Maher al-Akhras è “sospeso tra la vita e la morte”, il militante della Jihad islamica che da 98 giorni fa uno sciopero della fame per protestare contro le “detenzioni amministrative” (cioè non convalidato da un giudice) imposto dalle autorità militari israeliane.
Secondo una delegazione della lista parlamentare comunista che lo ha visitato all’ospedale di Kaplan (Rehovot), la sua morte potrebbe avvenire in qualsiasi momento.
Per i parlamentari comunisti israeliani questa situazione rischia di provocare spargimenti di sangue.
Nelle scorse settimane l’ala militare della Jihad islamica ha minacciato che in quel caso sarebbe entrata subito in azione con attacchi contro Israele.
Pochi giorni fa la Corte suprema ha respinto un ricorso presentato dagli avvocati di al-Akhras chiedendo la revoca delle detenzioni amministrative (che dovrebbero scadere a fine novembre) e il trasferimento immediato all’ospedale di Nablus in Cisgiordania.
La lotta di Al-Akhras e il deterioramento delle condizioni di salute sono seguite con grande risalto dalla stampa palestinese.
A sostegno della sua liberazione è ancora in corso una campagna internazionale che l’8 ottobre è arrivata sui social con gli hashtag #SaveMaher #DignityStrike.

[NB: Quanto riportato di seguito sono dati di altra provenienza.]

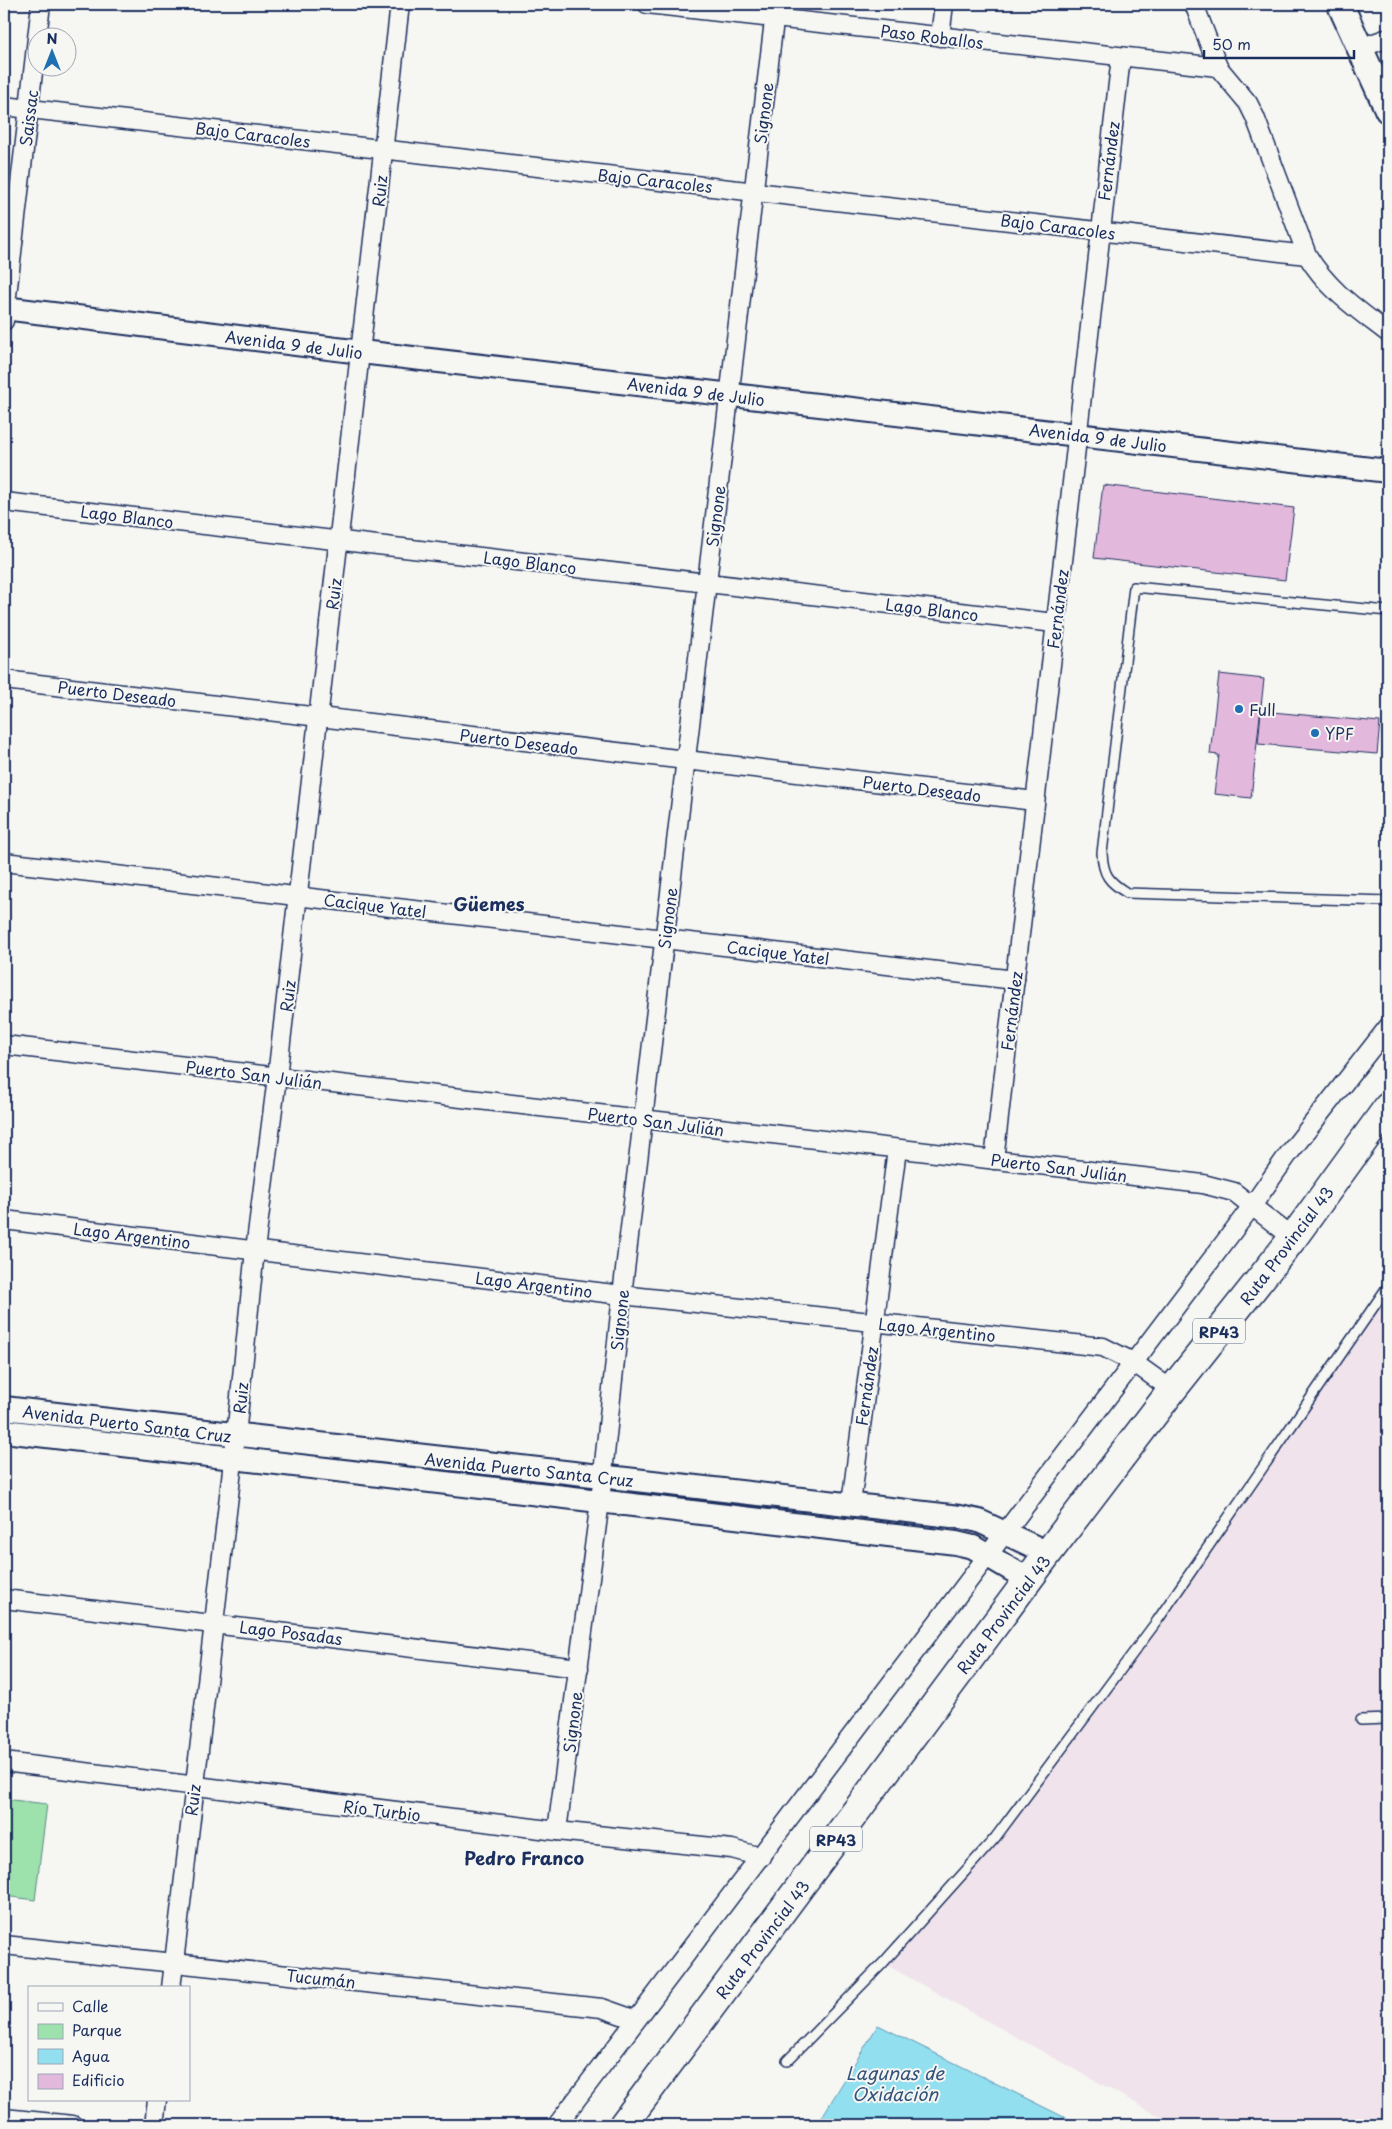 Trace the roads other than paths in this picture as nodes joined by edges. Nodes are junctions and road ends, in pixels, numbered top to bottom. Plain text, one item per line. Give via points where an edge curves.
1 (41, 4) edge
2 (400, 4) edge
3 (647, 4) edge
4 (944, 4) edge
5 (1194, 4) edge
6 (1340, 4) edge
7 (775, 10) edge
8 (940, 37) junction
9 (1388, 38) edge
10 (1360, 48) junction
11 (1121, 57) junction
12 (1218, 66) junction
13 (4, 106) edge
14 (29, 108) junction
15 (1388, 110) edge
16 (383, 149) junction
17 (754, 191) junction
18 (1100, 231) junction
19 (1307, 255) junction
20 (4, 313) edge
21 (1388, 334) edge
22 (361, 352) junction
23 (729, 395) junction
24 (1077, 435) junction
25 (1388, 471) edge
26 (4, 502) edge
27 (339, 541) junction
28 (707, 583) junction
29 (1388, 611) edge
30 (1056, 623) junction
31 (4, 680) edge
32 (319, 717) junction
33 (686, 760) junction
34 (1035, 801) junction
35 (4, 862) edge
36 (298, 896) junction
37 (1388, 901) edge
38 (665, 939) junction
39 (1015, 980) junction
40 (1388, 1027) edge
41 (4, 1045) edge
42 (277, 1077) junction
43 (1388, 1107) edge
44 (644, 1119) junction
45 (897, 1149) junction
46 (994, 1160) junction
47 (1252, 1206) junction
48 (4, 1220) edge
49 (1293, 1238) junction
50 (255, 1250) junction
51 (1388, 1286) edge
52 (622, 1295) junction
53 (875, 1322) junction
54 (1133, 1362) junction
55 (1172, 1390) junction
56 (4, 1408) edge
57 (4, 1431) edge
58 (236, 1436) junction
59 (233, 1458) junction
60 (602, 1477) junction
61 (600, 1501) junction
62 (850, 1504) junction
63 (1004, 1533) junction
64 (1048, 1553) junction
65 (986, 1555) junction
66 (1028, 1580) junction
67 (4, 1599) edge
68 (214, 1623) junction
69 (579, 1668) junction
70 (1388, 1719) edge
71 (1361, 1720) dead end
72 (4, 1762) edge
73 (193, 1786) junction
74 (557, 1831) junction
75 (761, 1857) junction
76 (4, 1945) edge
77 (174, 1962) junction
78 (171, 1986) edge
79 (636, 2020) junction
80 (787, 2061) dead end
81 (157, 2102) edge
82 (4, 2118) edge
83 (73, 2125) edge
84 (154, 2125) edge
85 (556, 2125) edge
86 (623, 2125) edge

1 - 14 street, Saissac
2 - 16 street, Ruiz
3 - 7 street, Paso Roballos
4 - 8 street
5 - 12 street
6 - 10 main road
7 - 8 street, Paso Roballos
7 - 17 street, Signone
8 - 11 street, Paso Roballos
9 - 10 street
10 - 15 main road
11 - 12 street, Paso Roballos
11 - 18 street, Fernández
12 - 19 street via 1255,116
13 - 14 street, Bajo Caracoles
14 - 16 street, Bajo Caracoles
14 - 20 street, Saissac
16 - 17 street, Bajo Caracoles
16 - 22 street, Ruiz
17 - 18 street, Bajo Caracoles
17 - 23 street, Signone
18 - 19 street, Bajo Caracoles
18 - 24 street, Fernández
19 - 21 street via 1330,287
20 - 22 street, Avenida 9 de Julio
22 - 23 street, Avenida 9 de Julio
22 - 27 street, Ruiz
23 - 24 street, Avenida 9 de Julio
23 - 28 street, Signone
24 - 25 street, Avenida 9 de Julio
24 - 30 street, Fernández
26 - 27 street, Lago Blanco
27 - 28 street, Lago Blanco
27 - 32 street, Ruiz
28 - 30 street, Lago Blanco
28 - 33 street, Signone
29 - 37 lane via 1134,587 1102,853 1103,867 1112,884 1128,893
30 - 34 street, Fernández
31 - 32 street, Puerto Deseado
32 - 33 street, Puerto Deseado
32 - 36 street, Ruiz
33 - 34 street, Puerto Deseado
33 - 38 street, Signone
34 - 39 street, Fernández
35 - 36 street, Cacique Yatel
36 - 38 street, Cacique Yatel
36 - 42 street, Ruiz
38 - 39 street, Cacique Yatel
38 - 44 street, Signone
39 - 46 street, Fernández
40 - 47 street
41 - 42 street, Puerto San Julián
42 - 44 street, Puerto San Julián
42 - 50 street, Ruiz
43 - 49 main road, Ruta Provincial 43 / RP43
44 - 45 street, Puerto San Julián
44 - 52 street, Signone
45 - 46 street, Puerto San Julián
45 - 53 street, Fernández
46 - 47 street, Puerto San Julián via 1203,1184 1234,1192
47 - 49 street, Puerto San Julián
47 - 54 street
48 - 50 street, Lago Argentino
49 - 55 main road, Ruta Provincial 43 / RP43
50 - 52 street, Lago Argentino
50 - 58 street, Ruiz
51 - 80 lane via 1157,1621 995,1838 883,1963
52 - 53 street, Lago Argentino
52 - 60 street, Signone
53 - 54 street, Lago Argentino via 1103,1347
53 - 62 street, Fernández
54 - 55 street, Lago Argentino
54 - 63 street
55 - 64 main road, Ruta Provincial 43 / RP43
56 - 58 street, Avenida Puerto Santa Cruz
57 - 59 street, Avenida Puerto Santa Cruz
58 - 59 street, Ruiz
58 - 60 street, Avenida Puerto Santa Cruz
59 - 61 street, Avenida Puerto Santa Cruz
59 - 68 street, Ruiz
60 - 61 street, Signone
60 - 62 street, Avenida Puerto Santa Cruz
61 - 65 street, Avenida Puerto Santa Cruz via 956,1543 973,1547
61 - 69 street, Signone
62 - 63 street, Avenida Puerto Santa Cruz via 960,1517 979,1521
63 - 64 street, Avenida Puerto Santa Cruz
63 - 65 street
64 - 66 main road, Ruta Provincial 43 / RP43
65 - 66 street, Avenida Puerto Santa Cruz
65 - 75 street
66 - 86 main road, Ruta Provincial 43 / RP43
67 - 68 street, Lago Posadas
68 - 69 street, Lago Posadas
68 - 73 street, Ruiz
69 - 74 street, Signone
70 - 71 lane
72 - 73 street, Río Turbio
73 - 74 street, Río Turbio
73 - 77 street, Ruiz
74 - 75 street, Río Turbio via 732,1849
75 - 79 street
76 - 77 street, Tucumán
77 - 78 street, Ruiz
77 - 79 street, Tucumán via 602,2008
79 - 85 street
81 - 84 street
82 - 83 street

Residente a Silat al Dhahr, un villaggio vicino a Jenin, Al Akhras, è già stato incarcerato cinque volte, gran parte delle quali senza processo.
Al momento ci sono circa 350 palestinesi incarcerati senza accuse o processo su un totale di 4.400 prigionieri politici. Dal 1967, anno di inizio dell’occupazione di Cisgiordania, Gaza e Gerusalemme Est, sono stati emessi almeno 50.000 ordini di detenzione amministrativa.